Myrick has a millennial’s vision of city life: walkable and dense. (Thursday, he sported a black Jawbone fitness tracker.) He believes that environmentalism implies urbanism and vice versa. As mayor he oversaw rezoning efforts to attract more and higher development downtown. He takes the bus often and regards parking lots as a blight.

Our generation is flooding back into cities. They realize they’d rather walk to work. How many people do you know who are eager to live in a suburb? They want to be close to the coffee shop, close to the office. They want to live around the corner from the new Ethiopian restaurant.

Here’s why I think this is a permanent shift. I think what we went through over the last 50 years was the temporary shift.

Part of it was we changed zoning. We did what [New York City] mayor Bill de Blasio is talking about now in New York City, which is incentive-based smart growth — dense zoning to allow for taller building in the core. We let them build taller. You can eliminate the minimum parking requirements, which is something we did in downtown and Collegetown.

Our funding models at the local level are 100 years old, or older. And they’re out of date. It was just property taxes, which made sense 100 years ago because if you owned the general store in Ithaca, N.Y., you lived in Ithaca, N.Y. You lived on the other side of town, you would tax where the store was and where you lived, and between those two, you’d pay for your impact on the social compact.

Now you can own Wal-Marts in every community in the country, take all of that wealth and bring it back to one community in Arkansas.
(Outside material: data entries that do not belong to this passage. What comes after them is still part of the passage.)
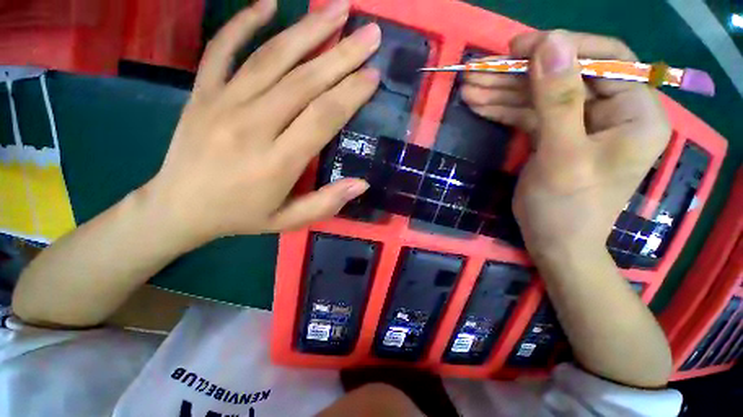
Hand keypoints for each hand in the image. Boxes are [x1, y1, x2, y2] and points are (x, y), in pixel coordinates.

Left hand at [141, 0, 379, 246]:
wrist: (177, 208)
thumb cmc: (239, 216)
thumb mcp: (287, 221)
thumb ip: (325, 203)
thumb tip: (362, 184)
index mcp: (276, 162)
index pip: (322, 117)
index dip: (350, 94)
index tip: (373, 76)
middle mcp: (252, 125)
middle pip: (304, 81)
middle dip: (342, 54)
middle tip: (370, 33)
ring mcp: (222, 102)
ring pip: (272, 57)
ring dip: (308, 28)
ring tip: (338, 7)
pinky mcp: (201, 92)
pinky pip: (223, 48)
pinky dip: (244, 22)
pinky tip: (268, 3)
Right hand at [462, 31, 670, 253]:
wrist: (553, 242)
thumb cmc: (566, 208)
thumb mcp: (563, 155)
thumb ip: (558, 99)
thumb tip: (550, 42)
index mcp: (636, 113)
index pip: (605, 60)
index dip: (562, 47)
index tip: (517, 47)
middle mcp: (613, 111)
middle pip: (563, 76)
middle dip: (518, 73)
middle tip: (478, 70)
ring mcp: (580, 123)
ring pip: (540, 95)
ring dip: (502, 91)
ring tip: (469, 87)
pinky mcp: (555, 135)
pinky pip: (529, 113)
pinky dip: (503, 109)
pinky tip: (478, 104)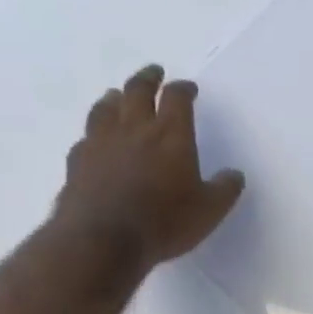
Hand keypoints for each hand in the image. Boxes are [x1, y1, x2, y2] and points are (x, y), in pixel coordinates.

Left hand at [55, 65, 244, 270]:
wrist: (104, 240)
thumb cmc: (164, 222)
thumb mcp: (209, 211)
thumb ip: (224, 190)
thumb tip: (235, 174)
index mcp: (171, 134)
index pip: (177, 98)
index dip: (184, 89)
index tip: (188, 88)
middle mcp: (134, 128)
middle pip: (138, 90)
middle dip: (148, 78)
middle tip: (153, 73)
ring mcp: (101, 142)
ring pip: (106, 107)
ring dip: (115, 98)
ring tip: (118, 96)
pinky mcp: (77, 161)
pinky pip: (86, 138)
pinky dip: (94, 133)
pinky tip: (95, 140)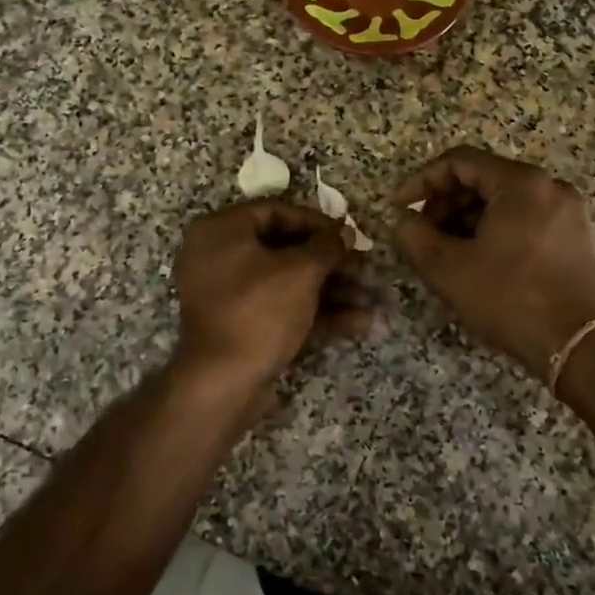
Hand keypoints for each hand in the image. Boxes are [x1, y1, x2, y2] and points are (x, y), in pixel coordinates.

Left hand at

Now how are we going to repave all the roads that lead to Wal-Mart? How are we going to protect the roads leading to and from Walmart with the police department, with the fire department, when really all the wealth that’s generated there isn’t in the community?

And then what are you going to do when Lowe’s pops up next to it, and McDonalds, and one after another? The wealth that’s being generated is being siphoned up out and over into someplace else.

Then to make it even worse, with the advent of highways and automobiles, it’s now easier than ever to live just outside the city in the suburbs, in a lower tax district.